Pose landmark coordinates
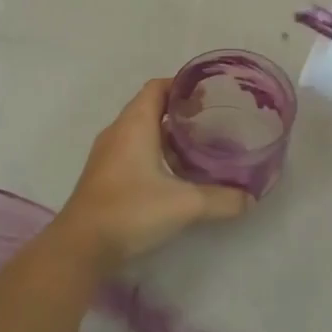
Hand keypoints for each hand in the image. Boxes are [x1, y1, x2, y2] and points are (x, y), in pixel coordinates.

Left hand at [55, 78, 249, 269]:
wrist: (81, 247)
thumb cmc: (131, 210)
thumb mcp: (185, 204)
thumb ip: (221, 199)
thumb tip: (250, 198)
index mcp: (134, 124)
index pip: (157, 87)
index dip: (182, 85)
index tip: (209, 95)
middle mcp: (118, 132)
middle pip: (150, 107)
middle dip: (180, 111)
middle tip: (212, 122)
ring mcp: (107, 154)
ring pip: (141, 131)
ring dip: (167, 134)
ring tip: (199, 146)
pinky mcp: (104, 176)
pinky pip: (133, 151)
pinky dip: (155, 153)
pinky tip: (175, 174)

Work to complete: This calls for an exact copy of all the entries above, with the pictures omitted.

Task answer:
Hand keypoints for each hand in the image. Boxes are [x1, y1, x2, y2] and points are (x, y), in pixel coordinates.

Left hand at [55, 78, 249, 269]:
wrist: (81, 247)
thumb cmc: (131, 210)
thumb mcp: (185, 204)
thumb ip: (221, 199)
thumb tip: (250, 198)
index mcp: (134, 124)
index pip: (157, 87)
index dip: (182, 85)
index tip: (209, 95)
middle mcp: (118, 132)
middle pip: (150, 107)
middle dip: (180, 111)
middle tip: (212, 122)
ring mcp: (107, 154)
ring pip: (141, 131)
ring dip: (167, 134)
ring tip: (199, 146)
pinky mcp: (104, 176)
pinky pip: (133, 151)
pinky dip: (155, 153)
pinky tip: (175, 174)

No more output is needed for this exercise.